___ Given data ___

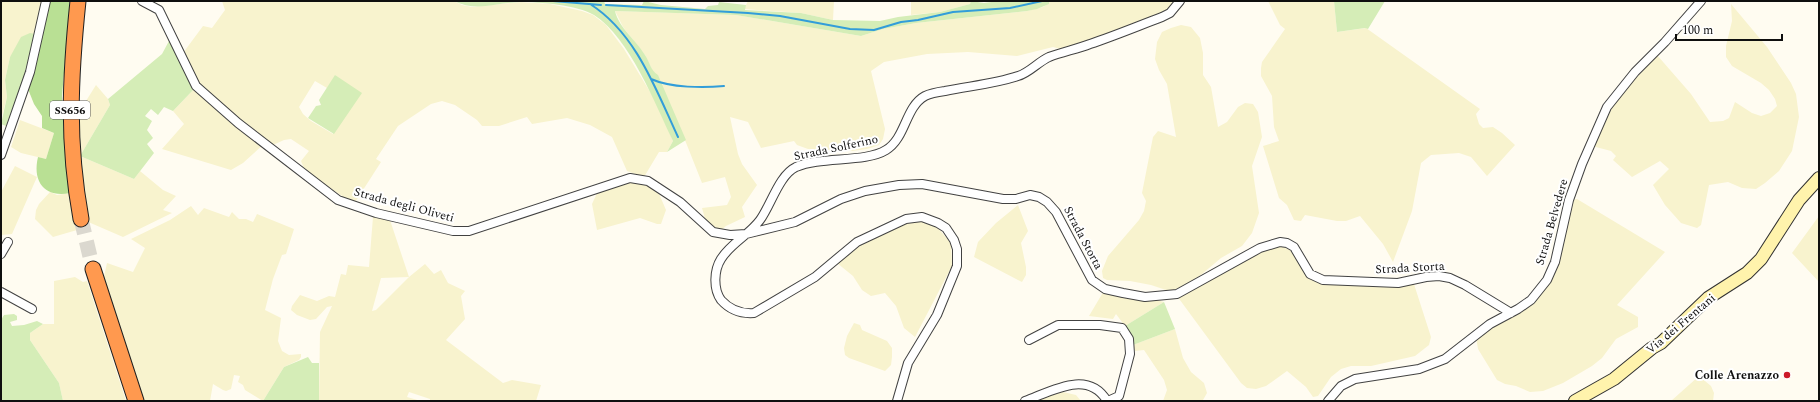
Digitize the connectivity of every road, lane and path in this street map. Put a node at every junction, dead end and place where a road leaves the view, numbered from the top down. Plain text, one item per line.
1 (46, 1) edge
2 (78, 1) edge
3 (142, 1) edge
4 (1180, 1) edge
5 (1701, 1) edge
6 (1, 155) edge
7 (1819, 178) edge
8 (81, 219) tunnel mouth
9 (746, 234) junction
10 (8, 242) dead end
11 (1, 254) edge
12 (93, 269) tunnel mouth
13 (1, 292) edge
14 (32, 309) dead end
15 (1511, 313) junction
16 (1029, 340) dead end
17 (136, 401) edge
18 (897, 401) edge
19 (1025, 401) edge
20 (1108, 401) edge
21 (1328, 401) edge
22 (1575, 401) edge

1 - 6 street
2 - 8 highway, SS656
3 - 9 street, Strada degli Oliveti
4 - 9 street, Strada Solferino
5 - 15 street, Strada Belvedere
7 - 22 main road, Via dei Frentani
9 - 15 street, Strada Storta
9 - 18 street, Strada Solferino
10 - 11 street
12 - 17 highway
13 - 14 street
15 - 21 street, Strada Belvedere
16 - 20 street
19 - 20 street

___

**Your objective:**
Go through the entries and retype them exactly, except for the images.

**Reply to the exercise:**
Digitize the connectivity of every road, lane and path in this street map. Put a node at every junction, dead end and place where a road leaves the view, numbered from the top down. Plain text, one item per line.
1 (46, 1) edge
2 (78, 1) edge
3 (142, 1) edge
4 (1180, 1) edge
5 (1701, 1) edge
6 (1, 155) edge
7 (1819, 178) edge
8 (81, 219) tunnel mouth
9 (746, 234) junction
10 (8, 242) dead end
11 (1, 254) edge
12 (93, 269) tunnel mouth
13 (1, 292) edge
14 (32, 309) dead end
15 (1511, 313) junction
16 (1029, 340) dead end
17 (136, 401) edge
18 (897, 401) edge
19 (1025, 401) edge
20 (1108, 401) edge
21 (1328, 401) edge
22 (1575, 401) edge

1 - 6 street
2 - 8 highway, SS656
3 - 9 street, Strada degli Oliveti
4 - 9 street, Strada Solferino
5 - 15 street, Strada Belvedere
7 - 22 main road, Via dei Frentani
9 - 15 street, Strada Storta
9 - 18 street, Strada Solferino
10 - 11 street
12 - 17 highway
13 - 14 street
15 - 21 street, Strada Belvedere
16 - 20 street
19 - 20 street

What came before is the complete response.